▶ WORK TASK:
Repeat each record that follows, keeping it identical.

---- MATERIAL TO PROCESS

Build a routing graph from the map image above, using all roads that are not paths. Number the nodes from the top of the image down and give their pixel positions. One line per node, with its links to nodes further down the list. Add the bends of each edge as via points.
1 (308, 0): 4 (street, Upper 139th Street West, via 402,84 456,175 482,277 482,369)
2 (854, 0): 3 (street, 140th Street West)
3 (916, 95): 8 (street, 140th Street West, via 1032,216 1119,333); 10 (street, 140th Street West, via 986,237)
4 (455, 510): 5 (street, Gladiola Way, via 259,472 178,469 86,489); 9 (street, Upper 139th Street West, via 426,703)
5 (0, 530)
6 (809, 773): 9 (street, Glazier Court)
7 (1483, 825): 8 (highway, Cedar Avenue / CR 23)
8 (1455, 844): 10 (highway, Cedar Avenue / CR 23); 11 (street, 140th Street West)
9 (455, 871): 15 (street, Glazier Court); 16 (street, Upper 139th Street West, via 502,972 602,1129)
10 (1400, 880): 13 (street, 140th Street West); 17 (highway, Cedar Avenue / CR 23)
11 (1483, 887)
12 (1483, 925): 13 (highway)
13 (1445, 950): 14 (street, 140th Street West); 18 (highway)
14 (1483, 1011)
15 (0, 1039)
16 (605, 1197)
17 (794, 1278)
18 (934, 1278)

--------

▶ WRITTEN SOLUTION:
Build a routing graph from the map image above, using all roads that are not paths. Number the nodes from the top of the image down and give their pixel positions. One line per node, with its links to nodes further down the list. Add the bends of each edge as via points.
1 (308, 0): 4 (street, Upper 139th Street West, via 402,84 456,175 482,277 482,369)
2 (854, 0): 3 (street, 140th Street West)
3 (916, 95): 8 (street, 140th Street West, via 1032,216 1119,333); 10 (street, 140th Street West, via 986,237)
4 (455, 510): 5 (street, Gladiola Way, via 259,472 178,469 86,489); 9 (street, Upper 139th Street West, via 426,703)
5 (0, 530)
6 (809, 773): 9 (street, Glazier Court)
7 (1483, 825): 8 (highway, Cedar Avenue / CR 23)
8 (1455, 844): 10 (highway, Cedar Avenue / CR 23); 11 (street, 140th Street West)
9 (455, 871): 15 (street, Glazier Court); 16 (street, Upper 139th Street West, via 502,972 602,1129)
10 (1400, 880): 13 (street, 140th Street West); 17 (highway, Cedar Avenue / CR 23)
11 (1483, 887)
12 (1483, 925): 13 (highway)
13 (1445, 950): 14 (street, 140th Street West); 18 (highway)
14 (1483, 1011)
15 (0, 1039)
16 (605, 1197)
17 (794, 1278)
18 (934, 1278)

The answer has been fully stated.